Wining and Dining in Surreal Microclimates
Wining and Dining in Surreal Microclimates
Chardonnay in Palm Springs
When I drove out to Palm Springs this summer, I knew it would be hot. Hot, like pouring water over stones inside a sauna and laying down on the top berth and cooking until you can’t stand it anymore.
But I do love this bone-dry heat, and there is a stark beauty to the place: big skies, mountains, and mid-century modern architecture. Besides, this is resort country, so a pool is never far away, the AC is always frigid, and miles of lush golf courses stand eerily empty in July. I had come for the fine galleries and museums, as well as the trendy restaurants and bars with cool terraces.
What I didn’t know was that I could take an aerial tramway up 8,500 feet to a completely different climate, almost 30 degrees cooler. In the wilderness of Mount San Jacinto State Park, fragile meadows of soft grass, wildflowers, and pine trees grow.

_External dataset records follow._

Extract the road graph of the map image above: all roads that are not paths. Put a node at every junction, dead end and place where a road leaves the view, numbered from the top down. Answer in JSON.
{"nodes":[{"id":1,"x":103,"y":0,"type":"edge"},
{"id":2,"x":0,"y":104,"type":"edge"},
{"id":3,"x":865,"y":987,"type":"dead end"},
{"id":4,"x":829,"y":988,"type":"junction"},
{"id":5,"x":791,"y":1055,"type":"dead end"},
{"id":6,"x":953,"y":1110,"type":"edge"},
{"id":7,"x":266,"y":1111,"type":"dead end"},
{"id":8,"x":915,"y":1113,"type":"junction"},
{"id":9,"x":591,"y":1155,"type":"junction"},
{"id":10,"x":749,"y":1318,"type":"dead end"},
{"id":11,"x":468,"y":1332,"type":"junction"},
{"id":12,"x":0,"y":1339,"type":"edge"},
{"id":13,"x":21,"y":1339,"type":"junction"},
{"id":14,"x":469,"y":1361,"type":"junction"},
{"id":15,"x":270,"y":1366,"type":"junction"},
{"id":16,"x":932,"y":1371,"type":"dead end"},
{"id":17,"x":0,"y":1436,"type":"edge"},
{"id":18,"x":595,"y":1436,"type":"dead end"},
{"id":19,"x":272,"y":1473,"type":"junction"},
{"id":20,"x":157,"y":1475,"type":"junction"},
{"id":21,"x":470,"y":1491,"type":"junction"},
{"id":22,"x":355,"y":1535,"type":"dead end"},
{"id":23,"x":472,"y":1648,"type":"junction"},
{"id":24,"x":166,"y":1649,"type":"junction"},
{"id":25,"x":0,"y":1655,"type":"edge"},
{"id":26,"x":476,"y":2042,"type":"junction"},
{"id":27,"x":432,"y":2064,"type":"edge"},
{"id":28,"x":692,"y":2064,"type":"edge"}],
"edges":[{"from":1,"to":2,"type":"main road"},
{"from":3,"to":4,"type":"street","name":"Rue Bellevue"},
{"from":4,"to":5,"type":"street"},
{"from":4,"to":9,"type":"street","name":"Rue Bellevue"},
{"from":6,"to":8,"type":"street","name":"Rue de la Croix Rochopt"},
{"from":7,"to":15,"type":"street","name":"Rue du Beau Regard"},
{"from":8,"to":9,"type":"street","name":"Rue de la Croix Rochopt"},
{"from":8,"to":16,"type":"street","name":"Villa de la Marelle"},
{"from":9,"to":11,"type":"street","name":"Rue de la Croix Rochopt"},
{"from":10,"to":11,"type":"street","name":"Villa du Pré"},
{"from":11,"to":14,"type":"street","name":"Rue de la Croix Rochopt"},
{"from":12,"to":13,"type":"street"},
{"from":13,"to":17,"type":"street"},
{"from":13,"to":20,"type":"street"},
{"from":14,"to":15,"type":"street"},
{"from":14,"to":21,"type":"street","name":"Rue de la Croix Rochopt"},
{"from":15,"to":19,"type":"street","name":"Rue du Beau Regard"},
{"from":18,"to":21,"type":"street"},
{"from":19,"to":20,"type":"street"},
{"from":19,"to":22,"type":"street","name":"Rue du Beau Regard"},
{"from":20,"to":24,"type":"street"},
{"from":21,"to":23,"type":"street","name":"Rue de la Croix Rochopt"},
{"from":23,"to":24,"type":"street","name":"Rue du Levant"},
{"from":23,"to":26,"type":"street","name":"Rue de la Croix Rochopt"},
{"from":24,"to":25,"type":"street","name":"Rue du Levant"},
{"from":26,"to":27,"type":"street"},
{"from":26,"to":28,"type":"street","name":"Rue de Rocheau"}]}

The tramway itself looks like something from the future, as imagined a century ago. It was the brainchild of an electrical engineer named Francis Crocker, who looked at Mount San Jacinto from the sweltering desert floor one day in 1935 and realized how nice it would be to be up there, where it was cool. It wasn’t until 1963 that his dream was realized. And, after a modernization program starting in 1998, passengers can now ride the largest rotating tramcars in the world. As you move up Chino Canyon, you slowly turn 360 degrees as the rock face becomes sheerer and the valley sweeps out below you.

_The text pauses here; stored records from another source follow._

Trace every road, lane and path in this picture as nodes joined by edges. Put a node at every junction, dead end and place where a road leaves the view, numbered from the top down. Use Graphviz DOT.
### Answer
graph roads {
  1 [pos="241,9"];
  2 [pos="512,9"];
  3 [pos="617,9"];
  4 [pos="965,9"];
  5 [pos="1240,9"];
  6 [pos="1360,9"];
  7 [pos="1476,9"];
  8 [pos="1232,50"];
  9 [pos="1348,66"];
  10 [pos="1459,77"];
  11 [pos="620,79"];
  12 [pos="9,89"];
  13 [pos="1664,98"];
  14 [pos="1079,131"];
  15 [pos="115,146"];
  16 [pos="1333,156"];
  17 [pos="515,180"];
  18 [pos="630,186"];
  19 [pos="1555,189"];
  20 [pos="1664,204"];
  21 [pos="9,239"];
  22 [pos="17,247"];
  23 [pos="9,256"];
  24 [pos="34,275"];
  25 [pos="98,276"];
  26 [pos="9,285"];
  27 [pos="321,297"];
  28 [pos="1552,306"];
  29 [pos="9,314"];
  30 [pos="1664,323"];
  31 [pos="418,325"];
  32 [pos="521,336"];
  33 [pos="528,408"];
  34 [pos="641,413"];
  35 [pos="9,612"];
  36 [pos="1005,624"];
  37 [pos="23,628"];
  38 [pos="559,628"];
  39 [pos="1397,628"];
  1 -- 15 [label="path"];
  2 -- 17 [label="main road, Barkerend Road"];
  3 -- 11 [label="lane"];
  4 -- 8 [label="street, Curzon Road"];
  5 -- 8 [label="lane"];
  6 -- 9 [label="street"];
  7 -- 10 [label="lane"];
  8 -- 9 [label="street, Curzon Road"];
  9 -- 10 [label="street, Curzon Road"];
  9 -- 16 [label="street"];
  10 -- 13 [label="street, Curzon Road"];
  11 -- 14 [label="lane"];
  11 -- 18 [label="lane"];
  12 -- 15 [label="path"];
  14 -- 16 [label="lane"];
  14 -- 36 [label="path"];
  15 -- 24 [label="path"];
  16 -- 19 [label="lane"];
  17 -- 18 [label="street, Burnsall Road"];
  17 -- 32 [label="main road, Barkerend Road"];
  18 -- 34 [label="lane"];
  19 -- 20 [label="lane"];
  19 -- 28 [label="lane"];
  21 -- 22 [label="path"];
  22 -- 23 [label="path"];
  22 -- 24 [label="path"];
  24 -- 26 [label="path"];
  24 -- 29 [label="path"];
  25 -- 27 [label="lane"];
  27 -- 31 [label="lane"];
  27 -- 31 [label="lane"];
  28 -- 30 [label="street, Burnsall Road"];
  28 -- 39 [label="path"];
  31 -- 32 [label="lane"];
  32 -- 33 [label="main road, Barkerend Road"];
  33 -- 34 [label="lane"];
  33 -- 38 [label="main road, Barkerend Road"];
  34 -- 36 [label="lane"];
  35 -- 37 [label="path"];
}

Inside Peaks Restaurant, a wall of windows looks onto the expanse of the Coachella Valley and the glittering desert cities—Desert Springs, Palm Springs, Palm Desert, Cathedral City—below. To the southeast, you can even see the Salton Sea, a vast inland salt lake even more surreal than the microclimate of San Jacinto. I sipped on a glass of crisp Chardonnay and watched the sky turn from persimmon orange to smoky purple and blue. Then lights winked on in the cities below, looking like some vast desert dragon’s lair.
The last tram left at 9 p.m. We went down in a full car, the crowd more raucous than on the way up. Some, like us, had wined and dined, others were coming out of days-long camping and hiking trips in the backcountry, carrying all their gear—a motley crowd, both rugged and glamorous. As we swooshed from the mountaintop in successive dips over the jewel bed below us, we could feel the cool air slowly giving way to the heat again, until we reached the valley floor and balmy desert night.